Source records:
--------

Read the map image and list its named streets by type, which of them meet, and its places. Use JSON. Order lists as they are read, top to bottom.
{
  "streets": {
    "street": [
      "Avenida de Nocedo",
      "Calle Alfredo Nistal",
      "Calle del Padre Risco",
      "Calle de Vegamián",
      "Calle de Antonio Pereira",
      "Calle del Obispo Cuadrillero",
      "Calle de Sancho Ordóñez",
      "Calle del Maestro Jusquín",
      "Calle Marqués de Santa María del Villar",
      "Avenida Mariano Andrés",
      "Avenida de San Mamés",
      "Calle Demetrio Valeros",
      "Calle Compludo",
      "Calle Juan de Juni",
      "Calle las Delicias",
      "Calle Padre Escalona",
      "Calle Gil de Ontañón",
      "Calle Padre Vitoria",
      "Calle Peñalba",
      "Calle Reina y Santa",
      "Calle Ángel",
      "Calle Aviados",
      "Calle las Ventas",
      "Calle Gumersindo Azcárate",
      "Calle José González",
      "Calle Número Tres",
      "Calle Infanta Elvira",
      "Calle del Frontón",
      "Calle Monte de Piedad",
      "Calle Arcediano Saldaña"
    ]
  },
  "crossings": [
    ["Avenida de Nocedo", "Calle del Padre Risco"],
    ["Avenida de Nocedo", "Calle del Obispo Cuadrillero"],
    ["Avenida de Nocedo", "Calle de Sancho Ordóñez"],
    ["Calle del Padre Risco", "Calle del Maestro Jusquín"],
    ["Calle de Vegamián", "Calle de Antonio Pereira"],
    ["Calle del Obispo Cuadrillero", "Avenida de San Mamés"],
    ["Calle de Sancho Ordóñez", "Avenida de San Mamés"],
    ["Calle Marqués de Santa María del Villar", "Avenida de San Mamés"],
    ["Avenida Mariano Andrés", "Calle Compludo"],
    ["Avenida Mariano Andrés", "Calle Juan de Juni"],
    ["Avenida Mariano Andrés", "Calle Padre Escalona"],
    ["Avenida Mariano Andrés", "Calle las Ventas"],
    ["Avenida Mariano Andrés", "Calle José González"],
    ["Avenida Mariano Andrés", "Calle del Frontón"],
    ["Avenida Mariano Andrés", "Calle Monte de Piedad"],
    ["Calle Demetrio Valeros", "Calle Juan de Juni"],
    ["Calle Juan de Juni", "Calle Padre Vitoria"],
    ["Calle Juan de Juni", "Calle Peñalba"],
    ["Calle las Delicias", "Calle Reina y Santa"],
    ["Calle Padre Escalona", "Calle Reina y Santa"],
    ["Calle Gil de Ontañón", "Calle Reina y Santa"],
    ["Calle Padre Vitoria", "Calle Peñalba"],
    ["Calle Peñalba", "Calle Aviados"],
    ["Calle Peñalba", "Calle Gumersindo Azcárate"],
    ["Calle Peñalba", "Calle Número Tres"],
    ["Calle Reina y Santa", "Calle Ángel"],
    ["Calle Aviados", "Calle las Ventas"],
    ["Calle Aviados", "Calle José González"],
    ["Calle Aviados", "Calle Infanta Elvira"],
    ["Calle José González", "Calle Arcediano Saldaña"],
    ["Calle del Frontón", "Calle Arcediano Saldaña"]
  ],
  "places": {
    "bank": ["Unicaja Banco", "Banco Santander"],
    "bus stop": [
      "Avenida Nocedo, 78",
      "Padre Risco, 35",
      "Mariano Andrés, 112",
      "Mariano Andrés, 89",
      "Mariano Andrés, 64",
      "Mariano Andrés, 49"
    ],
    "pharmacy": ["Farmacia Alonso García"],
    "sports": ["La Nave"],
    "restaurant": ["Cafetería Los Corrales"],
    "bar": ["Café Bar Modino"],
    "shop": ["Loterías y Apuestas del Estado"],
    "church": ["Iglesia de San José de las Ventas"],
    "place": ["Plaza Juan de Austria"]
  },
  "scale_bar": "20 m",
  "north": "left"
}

--------

TASK INSTRUCTIONS ->
An exact copy of every record above is required.

SOLUTION TO THE EXERCISE ->
Read the map image and list its named streets by type, which of them meet, and its places. Use JSON. Order lists as they are read, top to bottom.
{
  "streets": {
    "street": [
      "Avenida de Nocedo",
      "Calle Alfredo Nistal",
      "Calle del Padre Risco",
      "Calle de Vegamián",
      "Calle de Antonio Pereira",
      "Calle del Obispo Cuadrillero",
      "Calle de Sancho Ordóñez",
      "Calle del Maestro Jusquín",
      "Calle Marqués de Santa María del Villar",
      "Avenida Mariano Andrés",
      "Avenida de San Mamés",
      "Calle Demetrio Valeros",
      "Calle Compludo",
      "Calle Juan de Juni",
      "Calle las Delicias",
      "Calle Padre Escalona",
      "Calle Gil de Ontañón",
      "Calle Padre Vitoria",
      "Calle Peñalba",
      "Calle Reina y Santa",
      "Calle Ángel",
      "Calle Aviados",
      "Calle las Ventas",
      "Calle Gumersindo Azcárate",
      "Calle José González",
      "Calle Número Tres",
      "Calle Infanta Elvira",
      "Calle del Frontón",
      "Calle Monte de Piedad",
      "Calle Arcediano Saldaña"
    ]
  },
  "crossings": [
    ["Avenida de Nocedo", "Calle del Padre Risco"],
    ["Avenida de Nocedo", "Calle del Obispo Cuadrillero"],
    ["Avenida de Nocedo", "Calle de Sancho Ordóñez"],
    ["Calle del Padre Risco", "Calle del Maestro Jusquín"],
    ["Calle de Vegamián", "Calle de Antonio Pereira"],
    ["Calle del Obispo Cuadrillero", "Avenida de San Mamés"],
    ["Calle de Sancho Ordóñez", "Avenida de San Mamés"],
    ["Calle Marqués de Santa María del Villar", "Avenida de San Mamés"],
    ["Avenida Mariano Andrés", "Calle Compludo"],
    ["Avenida Mariano Andrés", "Calle Juan de Juni"],
    ["Avenida Mariano Andrés", "Calle Padre Escalona"],
    ["Avenida Mariano Andrés", "Calle las Ventas"],
    ["Avenida Mariano Andrés", "Calle José González"],
    ["Avenida Mariano Andrés", "Calle del Frontón"],
    ["Avenida Mariano Andrés", "Calle Monte de Piedad"],
    ["Calle Demetrio Valeros", "Calle Juan de Juni"],
    ["Calle Juan de Juni", "Calle Padre Vitoria"],
    ["Calle Juan de Juni", "Calle Peñalba"],
    ["Calle las Delicias", "Calle Reina y Santa"],
    ["Calle Padre Escalona", "Calle Reina y Santa"],
    ["Calle Gil de Ontañón", "Calle Reina y Santa"],
    ["Calle Padre Vitoria", "Calle Peñalba"],
    ["Calle Peñalba", "Calle Aviados"],
    ["Calle Peñalba", "Calle Gumersindo Azcárate"],
    ["Calle Peñalba", "Calle Número Tres"],
    ["Calle Reina y Santa", "Calle Ángel"],
    ["Calle Aviados", "Calle las Ventas"],
    ["Calle Aviados", "Calle José González"],
    ["Calle Aviados", "Calle Infanta Elvira"],
    ["Calle José González", "Calle Arcediano Saldaña"],
    ["Calle del Frontón", "Calle Arcediano Saldaña"]
  ],
  "places": {
    "bank": ["Unicaja Banco", "Banco Santander"],
    "bus stop": [
      "Avenida Nocedo, 78",
      "Padre Risco, 35",
      "Mariano Andrés, 112",
      "Mariano Andrés, 89",
      "Mariano Andrés, 64",
      "Mariano Andrés, 49"
    ],
    "pharmacy": ["Farmacia Alonso García"],
    "sports": ["La Nave"],
    "restaurant": ["Cafetería Los Corrales"],
    "bar": ["Café Bar Modino"],
    "shop": ["Loterías y Apuestas del Estado"],
    "church": ["Iglesia de San José de las Ventas"],
    "place": ["Plaza Juan de Austria"]
  },
  "scale_bar": "20 m",
  "north": "left"
}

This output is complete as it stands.